朝のガル・レイク。ジューン・レイク・ループ最後の一枚はセピア調が似合った。

使用機材:SIGMA dp2 Quattro | 露出モード:M-マニュアル露出 | ISO感度:100 | ホワイトバランス:晴れ | シャッター速度:1/200 秒 | 絞り値:F8.0 | 焦点距離:30mm
ファイル形式:JPEG | 画像サイズ:5424×3616 | ファイルサイズ:16.99MB

ハイウェイ395号線の西に膨らんだジューン・レイク・ループは約36㎞。ハイウェイ395号線も含めてジューン・レイク・ループとする人もいて、その場合のループの長さは約56㎞になる。

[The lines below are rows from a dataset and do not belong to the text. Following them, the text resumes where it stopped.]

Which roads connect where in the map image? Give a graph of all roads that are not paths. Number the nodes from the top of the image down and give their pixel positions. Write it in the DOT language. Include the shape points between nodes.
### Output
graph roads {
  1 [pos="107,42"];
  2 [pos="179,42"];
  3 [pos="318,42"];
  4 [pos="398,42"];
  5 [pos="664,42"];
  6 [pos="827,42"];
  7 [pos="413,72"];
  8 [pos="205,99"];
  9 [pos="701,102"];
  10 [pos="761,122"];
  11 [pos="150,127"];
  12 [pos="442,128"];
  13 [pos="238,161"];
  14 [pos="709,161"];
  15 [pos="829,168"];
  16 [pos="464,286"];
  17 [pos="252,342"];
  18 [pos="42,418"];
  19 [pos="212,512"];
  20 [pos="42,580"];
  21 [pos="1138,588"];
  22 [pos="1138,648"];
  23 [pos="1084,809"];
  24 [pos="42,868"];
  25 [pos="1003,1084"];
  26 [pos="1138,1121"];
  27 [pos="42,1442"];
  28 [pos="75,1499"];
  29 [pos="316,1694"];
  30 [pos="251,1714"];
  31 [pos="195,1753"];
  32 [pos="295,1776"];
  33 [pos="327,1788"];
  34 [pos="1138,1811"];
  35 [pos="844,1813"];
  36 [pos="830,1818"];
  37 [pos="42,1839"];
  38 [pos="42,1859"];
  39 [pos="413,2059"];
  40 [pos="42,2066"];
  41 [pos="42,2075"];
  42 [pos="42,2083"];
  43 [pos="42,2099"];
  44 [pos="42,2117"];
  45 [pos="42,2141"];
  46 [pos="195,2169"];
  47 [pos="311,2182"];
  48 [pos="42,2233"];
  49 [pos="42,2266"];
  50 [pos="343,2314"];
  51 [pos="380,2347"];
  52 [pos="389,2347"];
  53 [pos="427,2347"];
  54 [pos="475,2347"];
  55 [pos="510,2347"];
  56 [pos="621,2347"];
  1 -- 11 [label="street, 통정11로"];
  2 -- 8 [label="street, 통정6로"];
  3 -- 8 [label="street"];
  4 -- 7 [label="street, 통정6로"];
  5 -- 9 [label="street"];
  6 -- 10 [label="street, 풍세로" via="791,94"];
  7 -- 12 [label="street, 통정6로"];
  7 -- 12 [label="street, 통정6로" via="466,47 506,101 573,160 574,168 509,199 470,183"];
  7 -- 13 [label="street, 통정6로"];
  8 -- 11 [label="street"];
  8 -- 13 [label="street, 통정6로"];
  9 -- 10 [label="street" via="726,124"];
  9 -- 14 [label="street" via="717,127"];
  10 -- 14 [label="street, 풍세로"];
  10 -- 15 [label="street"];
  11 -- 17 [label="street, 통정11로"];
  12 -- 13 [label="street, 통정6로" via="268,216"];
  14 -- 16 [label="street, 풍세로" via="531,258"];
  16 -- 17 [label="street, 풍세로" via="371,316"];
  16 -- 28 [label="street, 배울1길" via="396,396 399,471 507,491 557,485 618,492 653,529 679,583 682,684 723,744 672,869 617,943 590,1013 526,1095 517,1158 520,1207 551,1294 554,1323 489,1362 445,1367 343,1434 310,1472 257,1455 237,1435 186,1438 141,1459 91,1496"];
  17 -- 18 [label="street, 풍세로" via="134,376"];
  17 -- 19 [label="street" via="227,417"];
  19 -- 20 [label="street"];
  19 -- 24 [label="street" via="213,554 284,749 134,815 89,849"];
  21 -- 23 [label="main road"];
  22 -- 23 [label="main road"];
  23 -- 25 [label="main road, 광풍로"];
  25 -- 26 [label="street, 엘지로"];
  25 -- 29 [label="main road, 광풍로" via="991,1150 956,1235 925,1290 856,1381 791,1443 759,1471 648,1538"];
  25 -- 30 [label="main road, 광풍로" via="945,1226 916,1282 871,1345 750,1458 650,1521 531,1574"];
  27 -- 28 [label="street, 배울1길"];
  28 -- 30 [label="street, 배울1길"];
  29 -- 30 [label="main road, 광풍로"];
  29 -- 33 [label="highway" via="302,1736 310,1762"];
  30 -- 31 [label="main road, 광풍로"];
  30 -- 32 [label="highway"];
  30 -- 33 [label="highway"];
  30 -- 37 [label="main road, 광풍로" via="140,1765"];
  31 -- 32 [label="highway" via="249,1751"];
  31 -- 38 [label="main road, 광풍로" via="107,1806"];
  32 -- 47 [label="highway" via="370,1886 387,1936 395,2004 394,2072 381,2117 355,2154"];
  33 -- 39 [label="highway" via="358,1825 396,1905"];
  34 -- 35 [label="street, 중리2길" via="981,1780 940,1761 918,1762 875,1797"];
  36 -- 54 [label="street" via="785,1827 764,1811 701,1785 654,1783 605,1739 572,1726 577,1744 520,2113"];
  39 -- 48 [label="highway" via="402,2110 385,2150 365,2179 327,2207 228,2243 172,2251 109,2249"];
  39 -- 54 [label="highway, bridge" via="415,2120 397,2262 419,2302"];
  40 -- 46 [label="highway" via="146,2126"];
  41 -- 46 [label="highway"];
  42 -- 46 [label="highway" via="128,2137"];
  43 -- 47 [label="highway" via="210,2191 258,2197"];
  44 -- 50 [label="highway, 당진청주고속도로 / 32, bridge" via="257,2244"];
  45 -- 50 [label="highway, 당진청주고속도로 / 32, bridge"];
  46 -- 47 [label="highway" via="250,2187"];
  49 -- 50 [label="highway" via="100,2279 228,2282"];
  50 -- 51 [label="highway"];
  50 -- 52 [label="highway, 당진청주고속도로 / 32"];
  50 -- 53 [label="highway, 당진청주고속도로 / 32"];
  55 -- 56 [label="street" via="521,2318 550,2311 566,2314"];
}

スキー場は、ジューン・レイクを少し超えたジューン・マウンテンの山腹にあり冬も人が訪れるが、訪問客は夏が一番多く、人口600人あまりのジューン・レイクは、夏は訪問者で2,500人のタウンになる。ジューン・レイク・ループ沿いにある幾つかの湖は、釣りやボート遊びをしないでただ湖岸にいるだけでも幸せな気分にさせてくれ、夏休み最後の家族旅行は満足度がかなり高かった。

※ このページに掲載された作品は、RAWデータ(X3F)を「SIGMA Photo Pro」で現像処理をしたものです。
一部、現像後にゴミ取りのためにレタッチソフトウェアを使用した画像もございます。